E Forza Italia 2 mette subito a segno un colpo da ko per la maggioranza, che va sotto perdendo la prima vicepresidenza, con la forzista Luisa Lantieri (sponda Pellegrino), preferita nelle gerarchie all’ultimo minuto all’autonomista Giuseppe Geremia Lombardo, nipote di Raffaele, e al miccicheiano Mancuso, che viene superata nei voti dal candidato delle opposizioni, Nuccio Di Paola. 35 a 32 il risultato finale dopo il voto dei 68 presenti. La seduta va nuovamente in pausa e riparte la macchina della diplomazia, ci sono da assegnare ancora tutte le cariche dell’ufficio di presidenza e la maggioranza non vuole concedersi altri passi falsi, tanto che i 30 minuti di sospensione diventano oltre due ore. Ma i colpi di scena non sono terminati.

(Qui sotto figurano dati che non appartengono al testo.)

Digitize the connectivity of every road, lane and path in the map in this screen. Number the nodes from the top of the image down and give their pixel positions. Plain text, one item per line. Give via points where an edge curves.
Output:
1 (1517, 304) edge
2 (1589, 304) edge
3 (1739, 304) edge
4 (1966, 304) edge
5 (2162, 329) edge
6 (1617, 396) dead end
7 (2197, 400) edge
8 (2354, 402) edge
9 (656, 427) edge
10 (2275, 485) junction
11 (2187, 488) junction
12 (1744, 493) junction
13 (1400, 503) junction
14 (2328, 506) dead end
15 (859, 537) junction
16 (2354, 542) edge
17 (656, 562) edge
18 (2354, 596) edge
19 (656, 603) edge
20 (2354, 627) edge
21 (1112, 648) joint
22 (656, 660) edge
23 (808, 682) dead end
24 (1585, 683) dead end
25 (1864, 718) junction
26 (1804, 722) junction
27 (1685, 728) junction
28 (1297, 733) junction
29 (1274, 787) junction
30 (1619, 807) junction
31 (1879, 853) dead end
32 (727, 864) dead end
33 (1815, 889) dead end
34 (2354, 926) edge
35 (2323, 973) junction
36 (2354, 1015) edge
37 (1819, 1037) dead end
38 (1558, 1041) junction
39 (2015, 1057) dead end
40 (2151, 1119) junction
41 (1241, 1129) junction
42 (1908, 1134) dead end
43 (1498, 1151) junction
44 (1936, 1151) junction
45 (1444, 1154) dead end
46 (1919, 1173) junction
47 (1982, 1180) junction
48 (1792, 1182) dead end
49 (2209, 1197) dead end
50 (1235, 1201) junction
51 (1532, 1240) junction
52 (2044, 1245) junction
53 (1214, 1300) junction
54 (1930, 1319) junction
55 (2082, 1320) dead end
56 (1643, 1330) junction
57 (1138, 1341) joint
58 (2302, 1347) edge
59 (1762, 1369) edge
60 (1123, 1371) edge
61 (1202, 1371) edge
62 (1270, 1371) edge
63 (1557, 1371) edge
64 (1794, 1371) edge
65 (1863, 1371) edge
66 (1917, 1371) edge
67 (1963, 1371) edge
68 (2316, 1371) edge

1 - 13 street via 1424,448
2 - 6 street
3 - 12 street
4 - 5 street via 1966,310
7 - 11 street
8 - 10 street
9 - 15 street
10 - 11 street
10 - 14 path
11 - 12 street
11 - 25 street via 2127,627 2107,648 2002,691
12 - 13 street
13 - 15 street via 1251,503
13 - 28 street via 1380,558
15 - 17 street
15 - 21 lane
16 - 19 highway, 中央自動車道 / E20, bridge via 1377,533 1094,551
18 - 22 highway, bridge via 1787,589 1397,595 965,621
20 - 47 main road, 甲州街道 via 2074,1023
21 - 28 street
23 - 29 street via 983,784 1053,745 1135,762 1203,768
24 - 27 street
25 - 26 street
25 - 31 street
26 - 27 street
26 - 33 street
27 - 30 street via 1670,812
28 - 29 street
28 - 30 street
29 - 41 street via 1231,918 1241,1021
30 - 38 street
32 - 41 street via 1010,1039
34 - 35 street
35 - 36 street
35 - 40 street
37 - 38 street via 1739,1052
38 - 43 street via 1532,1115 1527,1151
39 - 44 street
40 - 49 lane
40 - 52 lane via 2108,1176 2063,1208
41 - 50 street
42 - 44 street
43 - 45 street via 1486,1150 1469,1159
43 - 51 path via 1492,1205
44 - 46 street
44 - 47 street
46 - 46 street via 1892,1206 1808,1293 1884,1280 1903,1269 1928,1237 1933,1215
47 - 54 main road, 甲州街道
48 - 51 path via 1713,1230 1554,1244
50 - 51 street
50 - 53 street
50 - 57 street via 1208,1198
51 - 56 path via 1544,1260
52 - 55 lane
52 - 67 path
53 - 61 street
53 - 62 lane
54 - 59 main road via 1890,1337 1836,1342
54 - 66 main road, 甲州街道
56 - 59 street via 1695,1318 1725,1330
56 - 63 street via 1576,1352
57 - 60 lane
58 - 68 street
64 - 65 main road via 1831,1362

La seduta riprende e tutto sembra andare nel verso giusto per Schifani e i suoi, che non trovano particolari difficoltà nell’eleggere come deputati questori Giuseppe Geremia Lombardo (36 voti) e Vincenzo Figuccia (34 preferenze), con l’opposizione che piazza Nello Dipasquale con 25 voti, ma la vera bagarre si scatena per i segretari. Si vota a ridosso delle 20, con la maggioranza che spinge per i nomi di Riccardo Gallo, Forza Italia (che risulterà primo eletto con 36 voti, causando una nota stampa giubilante da parte di Forza Italia 1 e Stefano Pellegrino) e il musumeciano Pino Galluzzo, secondo con 34 voti. Terzo si piazza Giuseppe Lombardo, omonimo dell’autonomista, ma eletto tra le fila di De Luca sindaco di Sicilia, ma a sorpresa quest’ultimo rifiuta la poltrona e lo stesso fa Alesandro De Leo, che lo segue quanto a voti.

Si inizia a cercare chi dovrebbe essere eletto tra i tre a pari punti, tutti con un voto a testa, ma il responso del segretario generale arriva come una sentenza: per questo tipo di elezione non è previsto lo scorrimento. Tutto da rifare, dunque, almeno per il segretario mancante dei tre. Alla fine il posto andrà a Federica Marchetta (Udc) quando l’orologio da più di un quarto d’ora ha superato le 22. Cateno De Luca motiverà la scelta di Lombardo con una nota stampa che se la prende tanto con la maggioranza quanto con le altre opposizioni. «Non abbiamo partecipato alla spartizione dei rimanenti posti dell’ufficio di presidenza con i questori e i segretari – si legge – perché siamo fermamente convinti che la moralizzazione della politica debba iniziare proprio da Palazzo dei Normanni rendendo pubbliche tutte le dinamiche che all’ombra del parlamento siciliano forniscono una rappresentazione distorta tra maggioranza e pseudo opposizione. In questi giorni scanditi da incontri e riunioni per la definizione dell’ufficio di presidenza ancora una volta abbiamo assistito alle vecchie dinamiche “mamma ciccio mi tocca… ciccio toccami che mamma non c’è”. Questa fase iniziale conferma ciò che qualcuno ha cercato di mettere in dubbio, attribuendoci ruoli che non abbiamo né richiesto né voluto, ovvero che siamo l’unica e autentica opposizione all’ex maggioranza di Schifani e alle pseudo opposizioni Pd e Cinque stelle».